JNP Coffee is highly focused on women’s empowerment, and along with a few local women’s rights advocates, formulated the Burundi chapter of the International Women’s Coffee Alliance. The network of IWCA farmer members in Burundi is now more than 2,000, whose coffee is differentiated by membership, marketed for its traceability and impact, and which generates end-of-year premiums for all involved. In fact, the IWCA value chain has been so impactful that JNP has created additional programs to expand their farmer base and generate premiums beyond the IWCA registered growers.
This is one of those additional programs.

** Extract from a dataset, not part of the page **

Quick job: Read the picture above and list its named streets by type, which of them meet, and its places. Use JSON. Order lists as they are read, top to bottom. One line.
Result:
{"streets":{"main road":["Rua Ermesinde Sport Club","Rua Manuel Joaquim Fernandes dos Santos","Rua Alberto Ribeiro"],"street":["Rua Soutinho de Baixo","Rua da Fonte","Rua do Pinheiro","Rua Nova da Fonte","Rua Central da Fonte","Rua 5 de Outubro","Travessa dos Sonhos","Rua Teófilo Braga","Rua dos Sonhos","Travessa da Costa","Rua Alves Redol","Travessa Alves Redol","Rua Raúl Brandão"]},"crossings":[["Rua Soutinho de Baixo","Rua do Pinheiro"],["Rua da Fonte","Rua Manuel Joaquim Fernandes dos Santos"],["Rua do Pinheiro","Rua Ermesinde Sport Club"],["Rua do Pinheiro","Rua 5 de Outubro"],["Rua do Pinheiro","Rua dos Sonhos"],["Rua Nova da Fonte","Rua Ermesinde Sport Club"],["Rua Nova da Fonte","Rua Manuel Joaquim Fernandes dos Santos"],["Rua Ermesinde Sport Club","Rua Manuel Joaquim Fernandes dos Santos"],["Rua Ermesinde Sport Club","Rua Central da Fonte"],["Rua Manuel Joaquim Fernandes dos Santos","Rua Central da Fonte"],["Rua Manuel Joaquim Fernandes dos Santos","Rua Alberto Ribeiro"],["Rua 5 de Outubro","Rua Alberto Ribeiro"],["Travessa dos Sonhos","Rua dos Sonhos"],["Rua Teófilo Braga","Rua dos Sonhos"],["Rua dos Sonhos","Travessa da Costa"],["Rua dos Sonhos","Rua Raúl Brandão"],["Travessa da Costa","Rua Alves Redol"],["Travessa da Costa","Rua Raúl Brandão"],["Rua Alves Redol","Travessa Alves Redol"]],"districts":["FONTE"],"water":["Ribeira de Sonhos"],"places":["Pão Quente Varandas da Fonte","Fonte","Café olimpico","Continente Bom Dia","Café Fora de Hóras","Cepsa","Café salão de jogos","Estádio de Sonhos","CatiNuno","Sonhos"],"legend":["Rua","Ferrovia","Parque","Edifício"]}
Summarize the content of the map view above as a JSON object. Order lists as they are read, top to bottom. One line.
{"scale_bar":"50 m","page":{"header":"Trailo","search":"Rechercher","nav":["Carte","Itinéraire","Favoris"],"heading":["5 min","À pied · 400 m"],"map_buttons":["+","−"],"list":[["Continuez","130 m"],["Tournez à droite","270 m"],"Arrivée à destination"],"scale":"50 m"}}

A local leader of a producer group in Karuzi Province decided to seek JNP’s partnership. Karuzi is located in central Burundi and historically lesser known for its coffee compared to neighboring Ngozi and Kayanza provinces, considered to be Burundi’s top quality producers. The Karuzi group had heard of JNP’s assistance programs and post-harvest premiums and wanted to know how to get involved. Due to exactly this type of demand, JNP has established the “Dushime” program (dushime in Kirundi translates to “let’s be thankful”), which provides quality consulting, lot selection, marketing to JNP’s buyer community, and end-of-year premiums for participating groups not otherwise members of the IWCA. This coffee, created from only one distinct processing lot from this harvest, has been titled Ubuto, which translates to “young”. The name is a reflection of the brand-new partnership between JNP and Karuzi Province, as well as the literal age of the coffee trees themselves, which among this group are only a few harvests old, and distinctly youthful in the cup: this microlot is toasty sweet and fruited, like graham crackers and jam, with an acidic clarity and delicate floral layer that indicates many years of bright, assertive coffee ahead.
Fully washed processing by the Ubuto group is as detailed as anywhere in Burundi where the best coffees are produced. Cherry is floated for density and visible defects prior to depulping and fermentation. After fermentation is complete the wet parchment is sorted by density in concrete washing channels. Drying takes place at first under shade, and then in open air with the parchment piled into pyramids, which are flattened and re-shaped each day as a form of incremental air exposure to slowly and evenly dry the coffee and lock in the final moisture.